Joseph Labadie with his flowing moustache and imperial goatee cut quite a dashing
figure as a young man and after his adoption of big wide-brimmed hats in his later years looked like he might have
toured with Buffalo Bill Cody and Ned Buntline. But he was one of the late 19th and early 20th
Century’s leading anarchists and
the only one to have a long career
at the very center of the labor
movement.
His
background was strikingly different from most of the better known figures of
the movement—the German Johann Most who
introduced the European model featuring the idealization
of the propaganda of the deed or immigrants like
most of the Haymarket Martyrs,
Emma Goldman, Alexander Berkman, and
Carlo Tresca. He was also unique among home grown anarchist figures like Bostonian Benjamin Tucker and former Confederate trooper, Texas Radical Republican, and Chicago labor leader Albert Parsons and
his bi-racial wife Lucy Parsons.
He was
born as Charles Joseph Antoine Labadie on
April 18, 1850 in Paw Paw, Michigan into a French
family who settled on both sides of the Detroit
River when the land was claimed as New
France. Even at this late date the
area was still frontier-like and as
a boy spent much time fishing and hunting with the Potawatomi tribes in southern Michigan,
where his father served as interpreter between Jesuit missionaries and the native tribes. He deeply admired their culture,
especially a sense of communalism.
His
only formal schooling was a few
months in a parochial school. But he was bright, inquisitive, and read everything he could lay his hands on. He must have had some informal apprentice training because by his late
teens he had become a tramp printer,
literally packing a small press and type font cases on his back or in a pushcart as he made a circuit
of small towns and farming villages. The life on the road was an eye-opening
experience in and of itself.
After
five years on the road, Labadie settled in Detroit where he became a typesetter at the Detroit Post and Tribune. He joined Typographical Union Local No.

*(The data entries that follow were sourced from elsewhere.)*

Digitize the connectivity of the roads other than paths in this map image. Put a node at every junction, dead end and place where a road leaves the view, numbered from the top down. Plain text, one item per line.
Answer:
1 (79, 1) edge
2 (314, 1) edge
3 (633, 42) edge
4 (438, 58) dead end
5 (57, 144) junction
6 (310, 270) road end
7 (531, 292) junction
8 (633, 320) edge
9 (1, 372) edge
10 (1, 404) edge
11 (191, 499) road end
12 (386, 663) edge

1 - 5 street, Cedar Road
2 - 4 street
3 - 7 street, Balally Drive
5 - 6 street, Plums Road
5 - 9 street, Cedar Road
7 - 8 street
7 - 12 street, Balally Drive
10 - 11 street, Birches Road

18, rapidly rose in its leadership and was one of its two delegates to the International Typographical Union convention in Detroit in 1878.
He married a first cousin, Sophie Elizabeth
Archambeau, in 1877. Together they had a happy marriage and raised three
children Laura, Charlotte, and Laurance,
who also became a prominent anarchist essayist.
Labor
conditions
of the post—Civil War era of rapid industrialization were brutal and labor unrest was sweeping the country culminating in the Great Railway Strike of 1877.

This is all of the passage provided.